I recently spent time doing a retrospective of my first book, released ten years ago: I could barely make it through.

Doesn’t mean that I don’t like the book or that I think it sucks or that I’m not proud of having written it or that I’ve disowned it or anything asinine like it (as most previous iterations of me would have done) – only that this iteration of me is in a different space and finds that iteration a stranger. I was, after all, recently 30 when I wrote it, and I am, now, not: for better or for worse, the current, grayer iteration of myself could never have written that book.

(And certainly would have fought harder against that full title.)

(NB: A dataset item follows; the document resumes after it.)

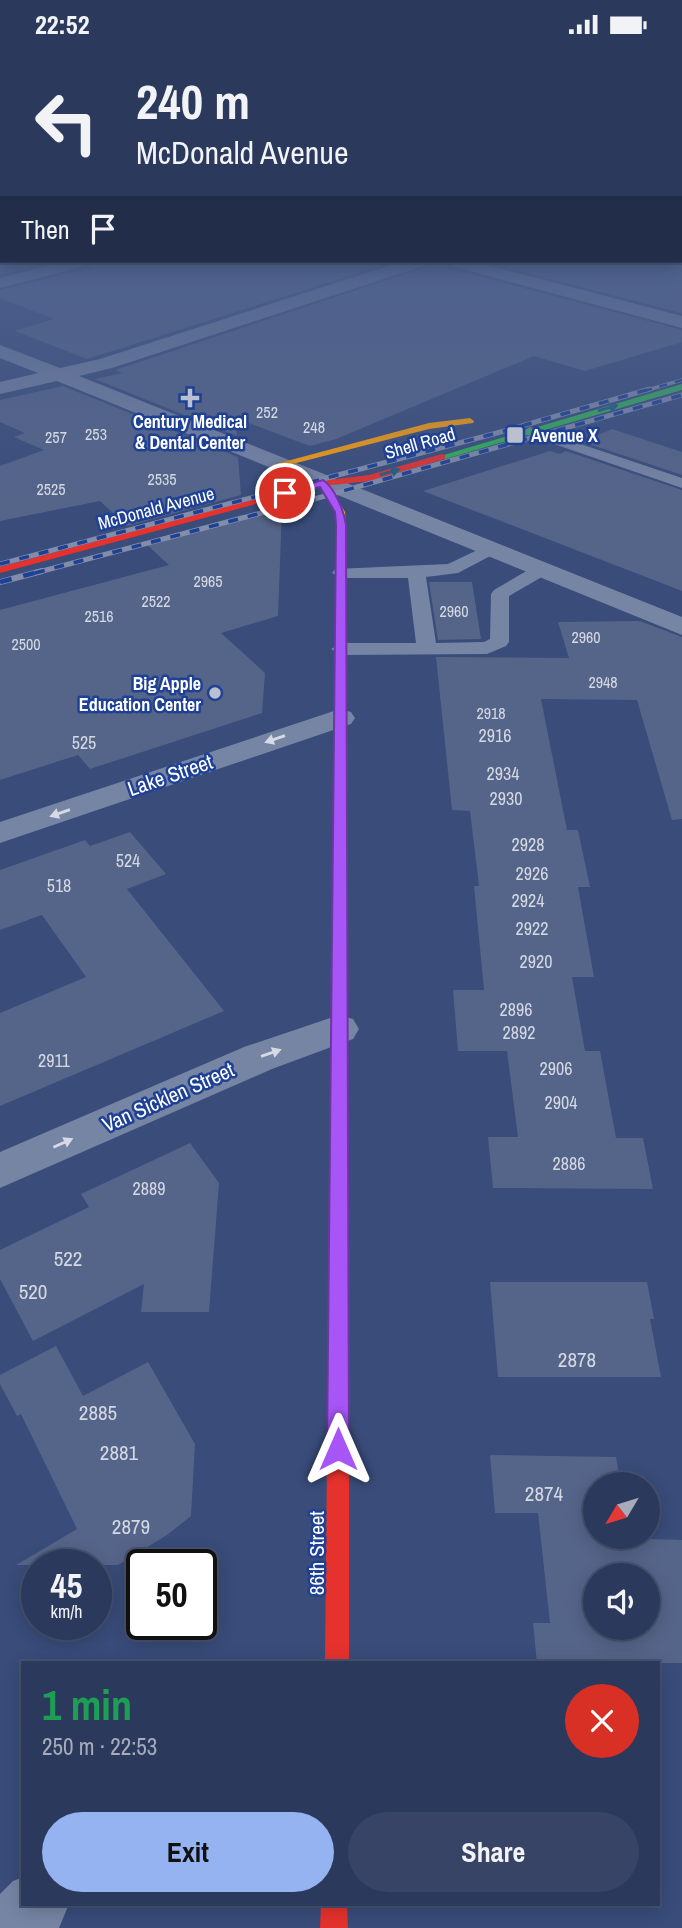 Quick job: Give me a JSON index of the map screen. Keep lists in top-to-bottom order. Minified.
{"streets":{"main road":["Shell Road","McDonald Avenue","86th Street"],"street":["Lake Street","Van Sicklen Street"]},"crossings":[["Shell Road","McDonald Avenue"],["Shell Road","86th Street"],["McDonald Avenue","86th Street"],["Lake Street","86th Street"],["Van Sicklen Street","86th Street"]],"one_way":["Shell Road","Lake Street","Van Sicklen Street"],"places":{"health":["Century Medical & Dental Center"],"transit":["Avenue X"],"other":["Big Apple Education Center"]},"house_numbers":["252","248","253","257","2535","2525","2965","2522","2960","2516","2960","2500","2948","2918","2916","525","2934","2930","2928","524","2926","518","2924","2922","2920","2896","2892","2911","2906","2904","2886","2889","522","520","2878","2885","2881","2874","2879"],"north":"bottom left","page":{"status":"22:52","turn":["240 m","McDonald Avenue"],"then":"Then","speed":"45 km/h","limit":"50","heading":["1 min","250 m · 22:53"],"buttons":["Exit","Share"]}}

Even now, I'm finding that stories and projects I started before LAST CHRISTMAS aren't coming together like they were in that previous epoch: I'm hearing different rhythms, feeling different ones – or, in some cases, not hearing or feeling anything anymore – a surefire sign for me that maybe that particular work isn't part of this new iteration. I don't, after all, have the same conversations at 41 as I did at 31; I can't imagine expressing myself creatively in the same way for years and decades on end.

Could I write something similar to COMICSTORYWORLD down the road? Sure. But we’ll see where the evolution/iterative process takes me; we are all, in each passing moment, nothing if not iterations of ourselves, shedding skins of previous, moving ever forward – though sometimes we stumble, we – even then – fall forward.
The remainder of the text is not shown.